--- START ---
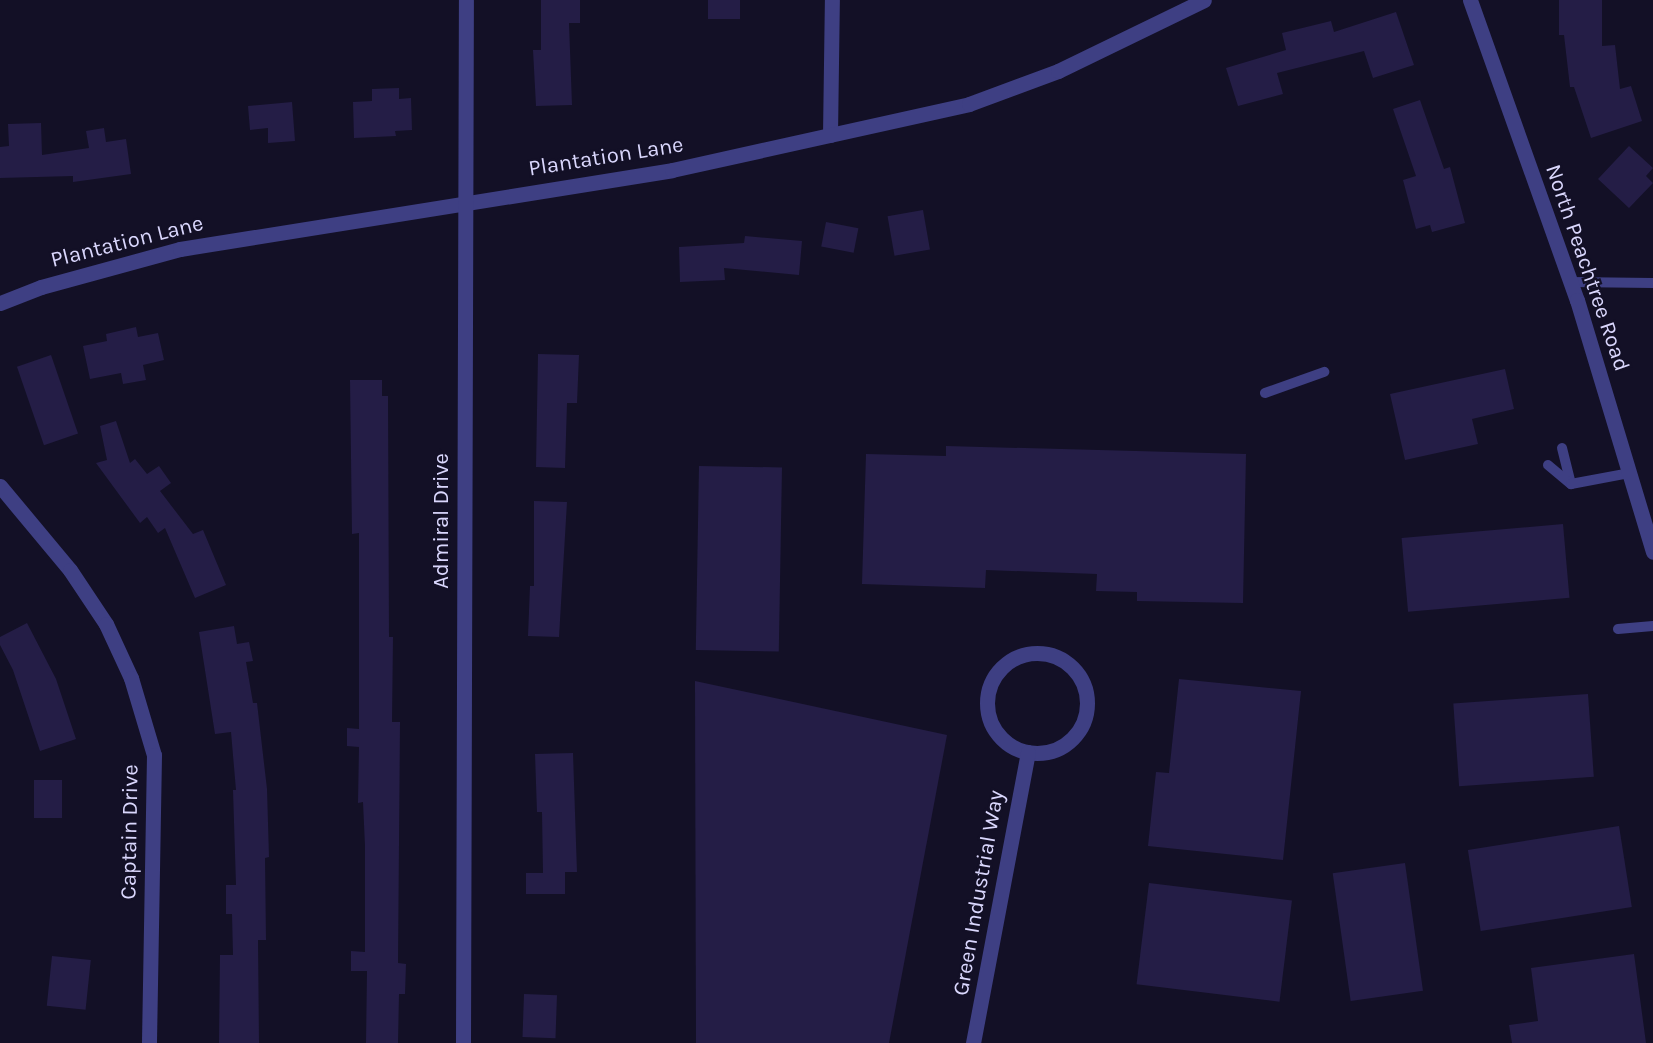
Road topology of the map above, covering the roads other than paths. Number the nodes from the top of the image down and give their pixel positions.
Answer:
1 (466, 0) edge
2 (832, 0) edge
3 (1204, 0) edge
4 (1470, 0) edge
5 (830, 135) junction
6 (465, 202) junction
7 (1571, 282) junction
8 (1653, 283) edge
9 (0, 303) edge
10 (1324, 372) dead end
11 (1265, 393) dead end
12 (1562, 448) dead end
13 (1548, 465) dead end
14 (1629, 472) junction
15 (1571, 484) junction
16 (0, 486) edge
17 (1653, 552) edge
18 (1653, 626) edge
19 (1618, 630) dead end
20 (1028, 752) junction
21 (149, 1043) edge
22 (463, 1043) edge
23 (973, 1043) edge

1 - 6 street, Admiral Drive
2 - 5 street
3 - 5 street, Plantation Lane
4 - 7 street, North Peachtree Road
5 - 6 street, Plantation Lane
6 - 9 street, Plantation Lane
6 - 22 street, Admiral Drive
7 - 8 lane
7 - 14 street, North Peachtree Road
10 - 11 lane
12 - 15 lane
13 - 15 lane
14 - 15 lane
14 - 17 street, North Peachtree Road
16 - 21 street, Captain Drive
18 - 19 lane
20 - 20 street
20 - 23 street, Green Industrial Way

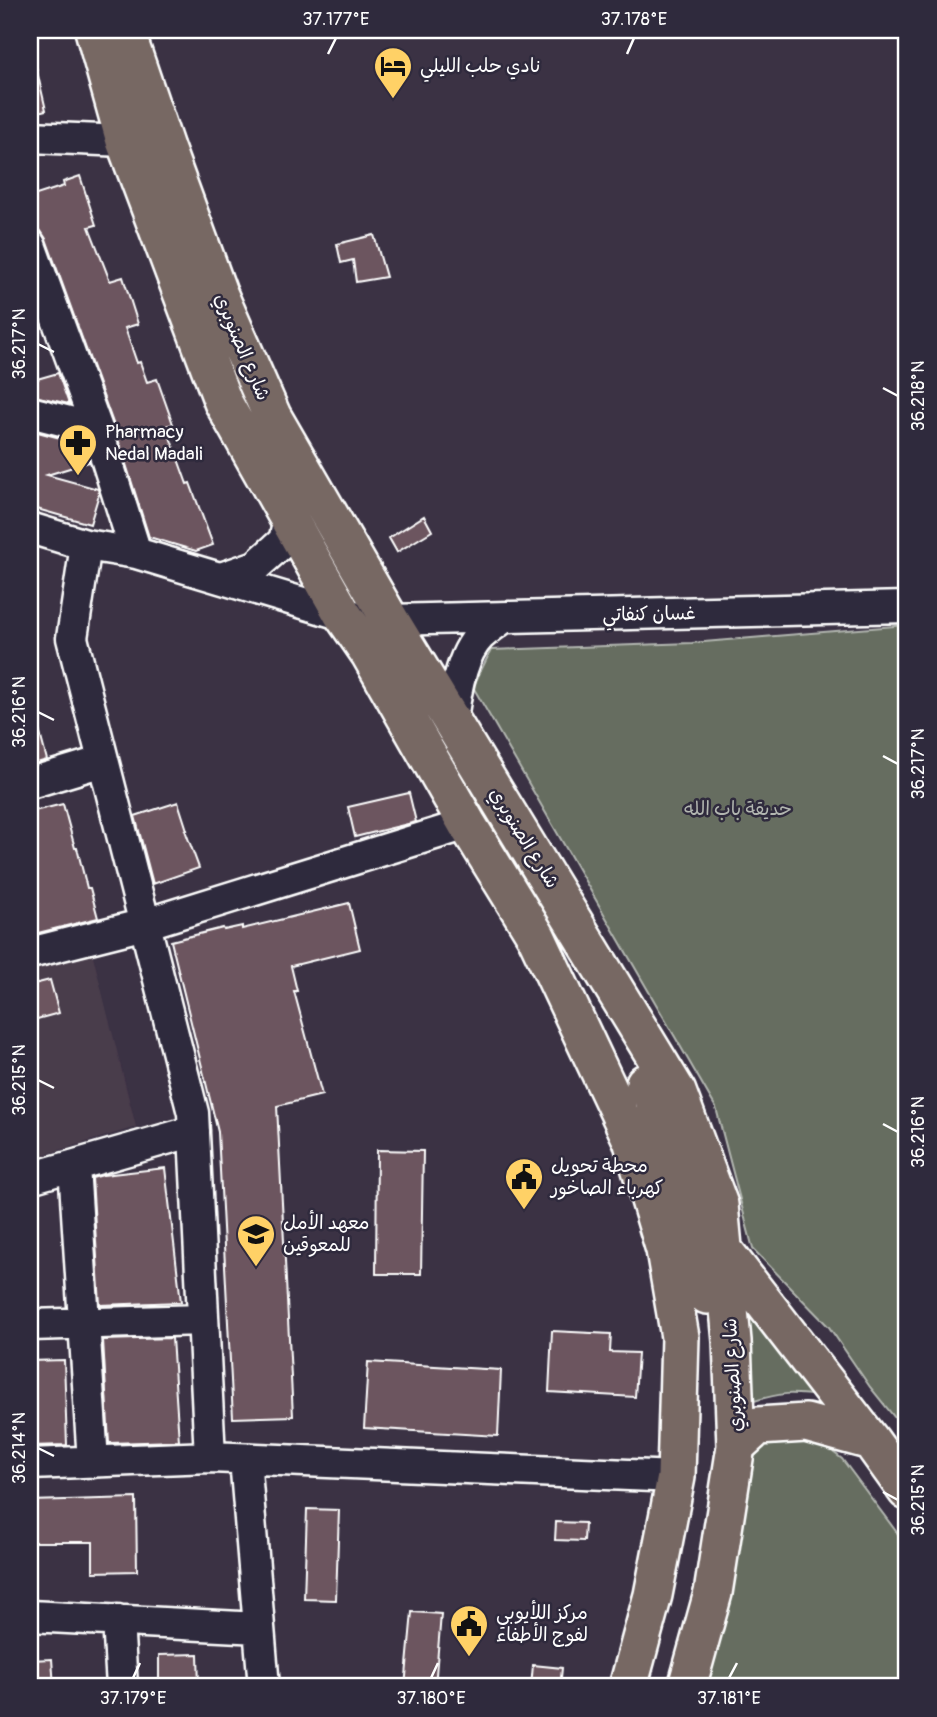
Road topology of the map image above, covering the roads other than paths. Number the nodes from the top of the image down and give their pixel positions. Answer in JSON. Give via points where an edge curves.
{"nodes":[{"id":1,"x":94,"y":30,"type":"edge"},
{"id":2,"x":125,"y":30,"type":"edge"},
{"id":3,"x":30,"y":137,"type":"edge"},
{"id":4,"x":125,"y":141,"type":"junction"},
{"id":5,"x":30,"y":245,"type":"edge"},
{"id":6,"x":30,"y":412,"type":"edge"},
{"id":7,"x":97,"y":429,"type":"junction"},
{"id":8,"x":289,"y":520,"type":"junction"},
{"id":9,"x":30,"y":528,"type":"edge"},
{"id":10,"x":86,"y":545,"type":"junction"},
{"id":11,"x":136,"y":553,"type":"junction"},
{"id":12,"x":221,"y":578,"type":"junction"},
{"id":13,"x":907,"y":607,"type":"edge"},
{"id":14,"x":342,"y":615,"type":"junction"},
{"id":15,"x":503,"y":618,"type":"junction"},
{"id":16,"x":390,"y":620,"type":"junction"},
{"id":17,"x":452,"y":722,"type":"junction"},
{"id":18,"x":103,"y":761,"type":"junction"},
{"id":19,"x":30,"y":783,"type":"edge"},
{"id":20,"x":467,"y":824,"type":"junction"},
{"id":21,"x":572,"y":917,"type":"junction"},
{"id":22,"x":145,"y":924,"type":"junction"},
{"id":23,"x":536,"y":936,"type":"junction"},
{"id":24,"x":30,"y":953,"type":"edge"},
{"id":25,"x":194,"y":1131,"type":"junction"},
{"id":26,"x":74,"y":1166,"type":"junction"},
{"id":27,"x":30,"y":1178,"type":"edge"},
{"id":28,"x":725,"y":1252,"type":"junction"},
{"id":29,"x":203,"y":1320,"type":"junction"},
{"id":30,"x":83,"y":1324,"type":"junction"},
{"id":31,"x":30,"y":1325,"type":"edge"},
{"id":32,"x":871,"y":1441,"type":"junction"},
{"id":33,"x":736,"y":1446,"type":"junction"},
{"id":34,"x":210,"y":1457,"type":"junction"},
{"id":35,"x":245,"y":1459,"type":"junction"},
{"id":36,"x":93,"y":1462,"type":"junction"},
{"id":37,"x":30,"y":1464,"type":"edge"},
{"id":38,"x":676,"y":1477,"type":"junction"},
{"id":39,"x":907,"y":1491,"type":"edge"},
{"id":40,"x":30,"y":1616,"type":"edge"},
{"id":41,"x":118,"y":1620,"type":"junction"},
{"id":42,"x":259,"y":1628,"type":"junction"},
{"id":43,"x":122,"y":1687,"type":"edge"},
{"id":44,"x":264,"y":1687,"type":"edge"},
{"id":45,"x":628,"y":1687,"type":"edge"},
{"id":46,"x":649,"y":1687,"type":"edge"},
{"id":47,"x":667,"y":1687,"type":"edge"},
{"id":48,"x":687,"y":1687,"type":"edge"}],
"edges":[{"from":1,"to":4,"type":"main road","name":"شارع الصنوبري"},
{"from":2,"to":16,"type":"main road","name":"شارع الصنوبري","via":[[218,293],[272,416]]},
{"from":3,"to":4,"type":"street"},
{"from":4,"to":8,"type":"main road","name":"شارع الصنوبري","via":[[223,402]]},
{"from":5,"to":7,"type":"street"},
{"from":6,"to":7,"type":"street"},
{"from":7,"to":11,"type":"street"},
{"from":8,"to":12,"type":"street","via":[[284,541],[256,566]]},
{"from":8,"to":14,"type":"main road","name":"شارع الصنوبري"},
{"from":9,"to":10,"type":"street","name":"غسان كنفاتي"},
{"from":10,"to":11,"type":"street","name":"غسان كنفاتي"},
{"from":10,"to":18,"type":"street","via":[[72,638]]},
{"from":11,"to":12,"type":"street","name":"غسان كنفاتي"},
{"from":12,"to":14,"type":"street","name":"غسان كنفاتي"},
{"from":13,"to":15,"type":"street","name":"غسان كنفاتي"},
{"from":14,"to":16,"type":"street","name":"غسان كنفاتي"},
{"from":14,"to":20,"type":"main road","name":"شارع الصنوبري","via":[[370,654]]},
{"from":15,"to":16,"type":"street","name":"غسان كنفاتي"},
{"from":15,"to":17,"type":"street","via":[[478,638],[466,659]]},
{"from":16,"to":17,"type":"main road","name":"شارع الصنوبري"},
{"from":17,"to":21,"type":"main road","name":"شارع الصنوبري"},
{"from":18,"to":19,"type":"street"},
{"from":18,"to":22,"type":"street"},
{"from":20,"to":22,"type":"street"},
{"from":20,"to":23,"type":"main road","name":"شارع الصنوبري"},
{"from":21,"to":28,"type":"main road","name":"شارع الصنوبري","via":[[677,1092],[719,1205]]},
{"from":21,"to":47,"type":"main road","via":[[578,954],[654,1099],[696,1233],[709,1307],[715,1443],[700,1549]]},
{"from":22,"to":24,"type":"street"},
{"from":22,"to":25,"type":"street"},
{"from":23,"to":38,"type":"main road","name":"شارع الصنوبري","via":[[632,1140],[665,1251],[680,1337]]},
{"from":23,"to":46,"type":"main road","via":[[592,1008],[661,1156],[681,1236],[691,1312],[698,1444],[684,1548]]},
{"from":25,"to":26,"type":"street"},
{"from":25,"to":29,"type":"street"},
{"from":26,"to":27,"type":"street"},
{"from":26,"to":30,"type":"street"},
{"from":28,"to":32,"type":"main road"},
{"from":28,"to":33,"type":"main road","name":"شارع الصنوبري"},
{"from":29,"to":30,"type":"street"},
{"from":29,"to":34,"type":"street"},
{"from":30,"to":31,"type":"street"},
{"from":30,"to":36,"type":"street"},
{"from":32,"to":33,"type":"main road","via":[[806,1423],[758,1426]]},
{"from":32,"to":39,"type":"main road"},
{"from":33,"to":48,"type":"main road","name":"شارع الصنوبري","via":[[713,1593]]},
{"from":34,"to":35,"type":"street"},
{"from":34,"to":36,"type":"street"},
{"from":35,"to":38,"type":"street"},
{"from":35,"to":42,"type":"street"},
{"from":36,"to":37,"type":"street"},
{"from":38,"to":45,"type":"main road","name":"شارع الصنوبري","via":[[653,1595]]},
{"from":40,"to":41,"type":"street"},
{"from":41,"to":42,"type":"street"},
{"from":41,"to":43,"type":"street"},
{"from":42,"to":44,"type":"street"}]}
--- END ---
**Assigned task**
Copy all lines from the data that hold the word "كنفاتي".

**Exercise output**
{"from":9,"to":10,"type":"street","name":"غسان كنفاتي"},
{"from":10,"to":11,"type":"street","name":"غسان كنفاتي"},
{"from":11,"to":12,"type":"street","name":"غسان كنفاتي"},
{"from":12,"to":14,"type":"street","name":"غسان كنفاتي"},
{"from":13,"to":15,"type":"street","name":"غسان كنفاتي"},
{"from":14,"to":16,"type":"street","name":"غسان كنفاتي"},
{"from":15,"to":16,"type":"street","name":"غسان كنفاتي"},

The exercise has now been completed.